Try it: Two lines below mark the span: the one containing "middle pip: (711, 723)" and the one containing "pinky dip: (1250, 770)". Set down both, plus every line between, exactly as they stand, and nothing else.

Information given:
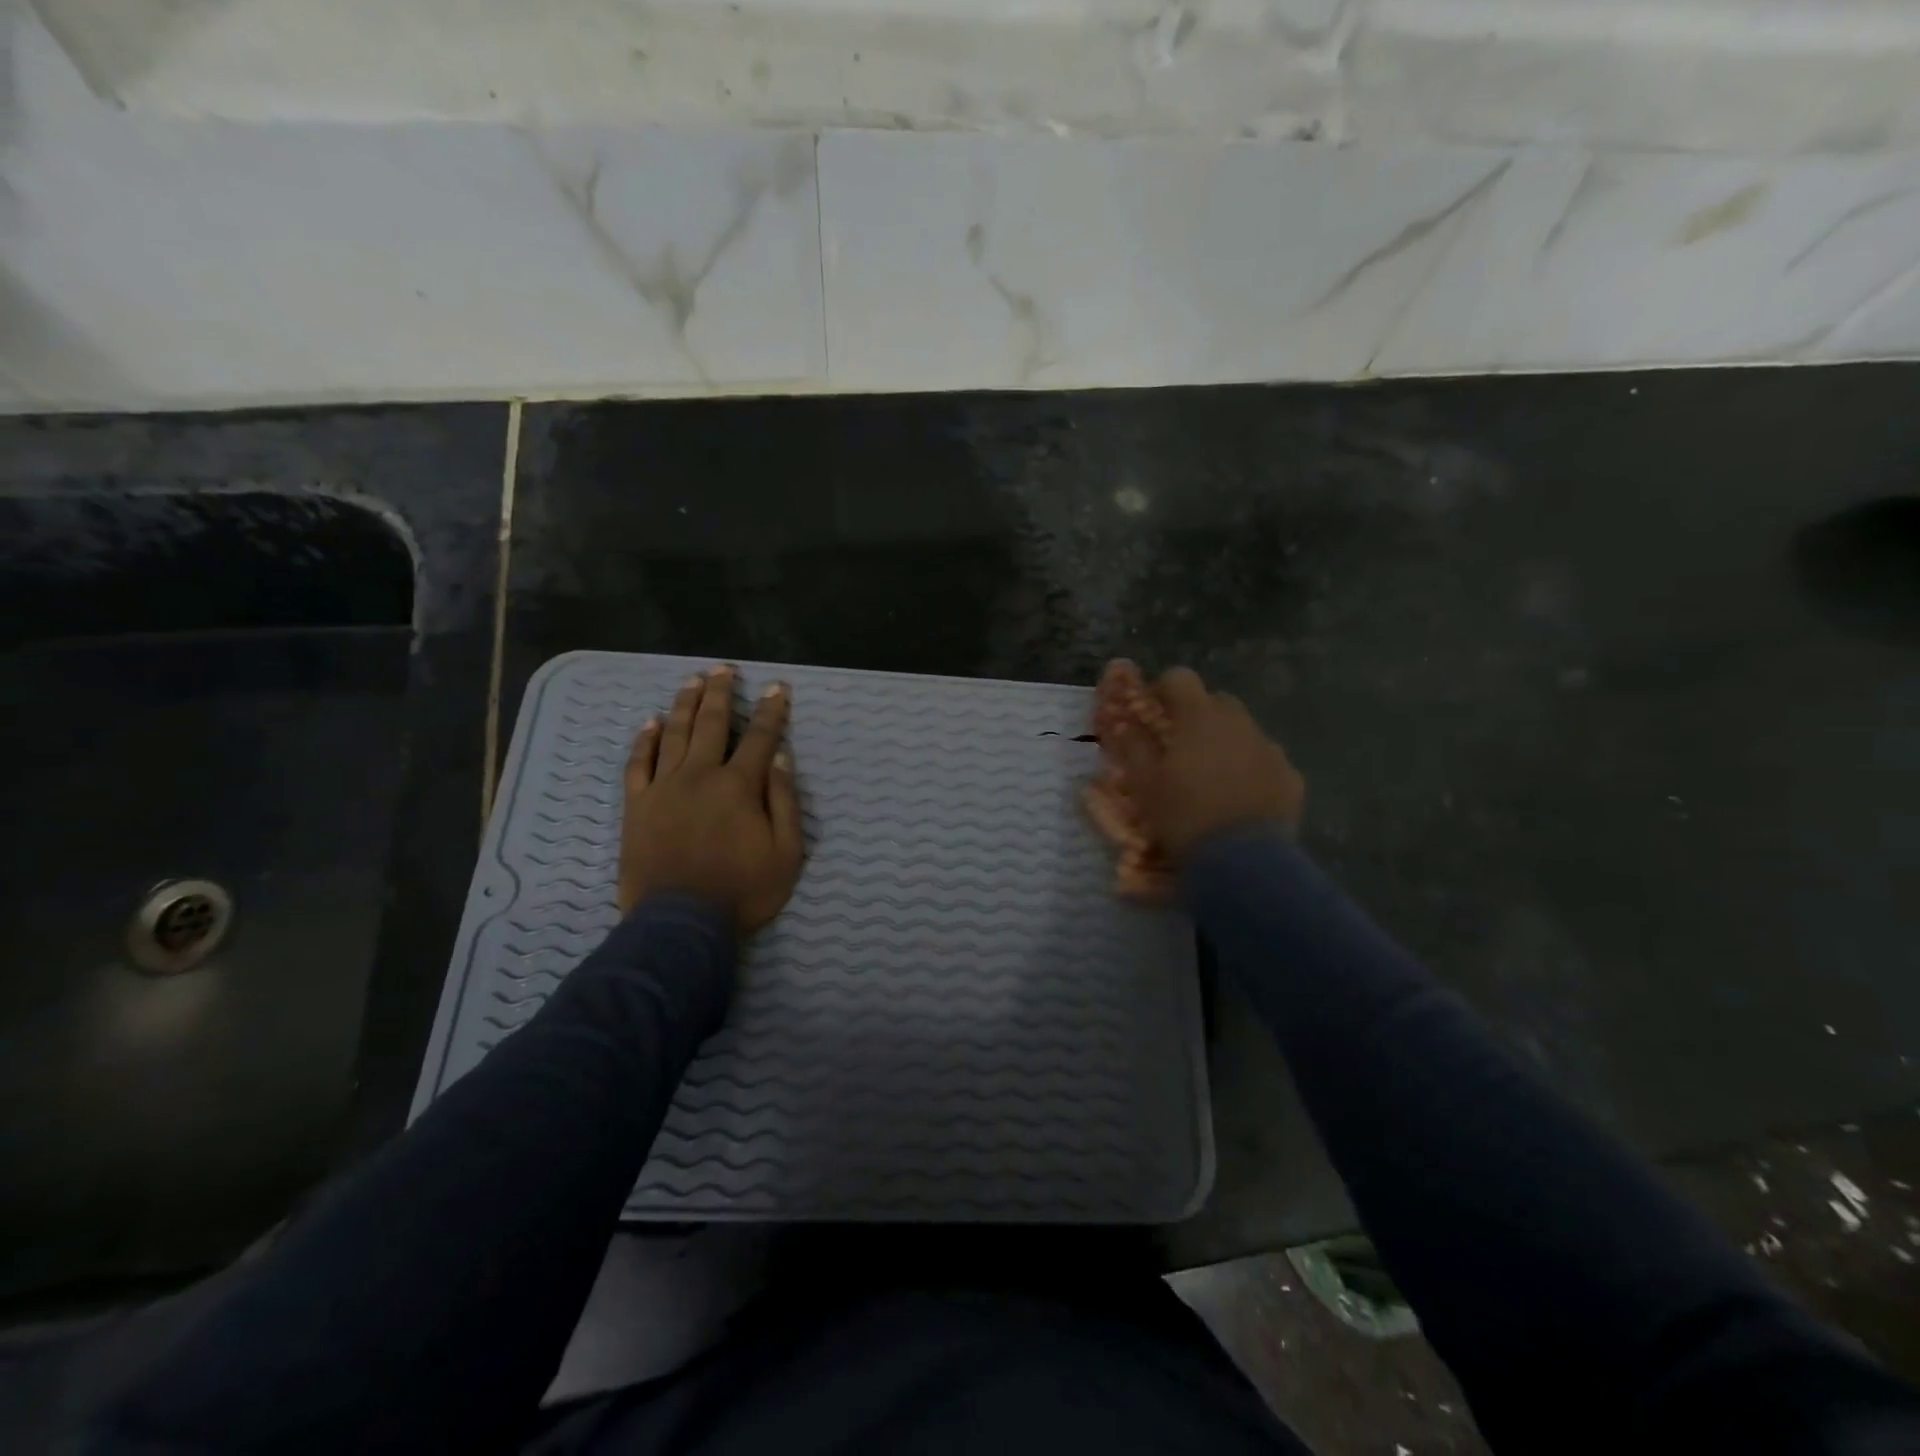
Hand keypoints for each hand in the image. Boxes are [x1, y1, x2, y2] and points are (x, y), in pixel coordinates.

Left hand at [619, 666, 804, 932]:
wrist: (680, 923)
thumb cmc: (742, 890)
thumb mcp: (786, 851)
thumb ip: (784, 800)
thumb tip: (779, 755)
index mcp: (738, 785)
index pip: (759, 737)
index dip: (770, 711)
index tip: (777, 688)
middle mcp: (700, 775)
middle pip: (711, 723)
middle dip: (720, 693)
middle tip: (724, 669)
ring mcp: (663, 787)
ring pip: (673, 734)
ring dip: (684, 704)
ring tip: (691, 680)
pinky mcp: (637, 805)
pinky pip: (638, 764)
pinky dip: (644, 740)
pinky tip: (650, 722)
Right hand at [1105, 664, 1305, 861]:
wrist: (1243, 863)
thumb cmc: (1183, 816)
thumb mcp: (1144, 784)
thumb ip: (1134, 746)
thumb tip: (1123, 722)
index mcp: (1199, 717)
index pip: (1180, 677)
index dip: (1163, 689)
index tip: (1152, 713)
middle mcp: (1238, 722)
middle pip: (1215, 701)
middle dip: (1196, 717)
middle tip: (1179, 749)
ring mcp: (1269, 748)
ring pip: (1242, 731)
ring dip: (1224, 743)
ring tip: (1210, 778)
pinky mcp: (1290, 776)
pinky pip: (1265, 760)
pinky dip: (1250, 770)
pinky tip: (1239, 799)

Completed exercise:
middle pip: (711, 723)
middle dip: (720, 693)
middle tip: (724, 669)
ring mcp: (663, 787)
ring pip: (673, 734)
ring dip: (684, 704)
ring tip: (691, 680)
pinky mcp: (637, 805)
pinky pip: (638, 764)
pinky dip: (644, 740)
pinky tip: (650, 722)
Right hand at [1105, 664, 1305, 861]:
wrist: (1243, 863)
thumb cmc: (1183, 816)
thumb mcp: (1144, 784)
thumb ip: (1134, 746)
thumb tip: (1123, 722)
index mcp: (1199, 717)
index pip: (1180, 677)
index dip: (1163, 689)
index tip: (1152, 713)
middle mcp: (1238, 722)
middle pip: (1215, 701)
middle dip: (1196, 717)
middle tip: (1179, 749)
ring mcp: (1269, 748)
ring pip: (1242, 731)
ring dip: (1224, 743)
ring tip: (1210, 778)
pinky mcp: (1290, 776)
pinky pip: (1265, 760)
pinky dip: (1250, 770)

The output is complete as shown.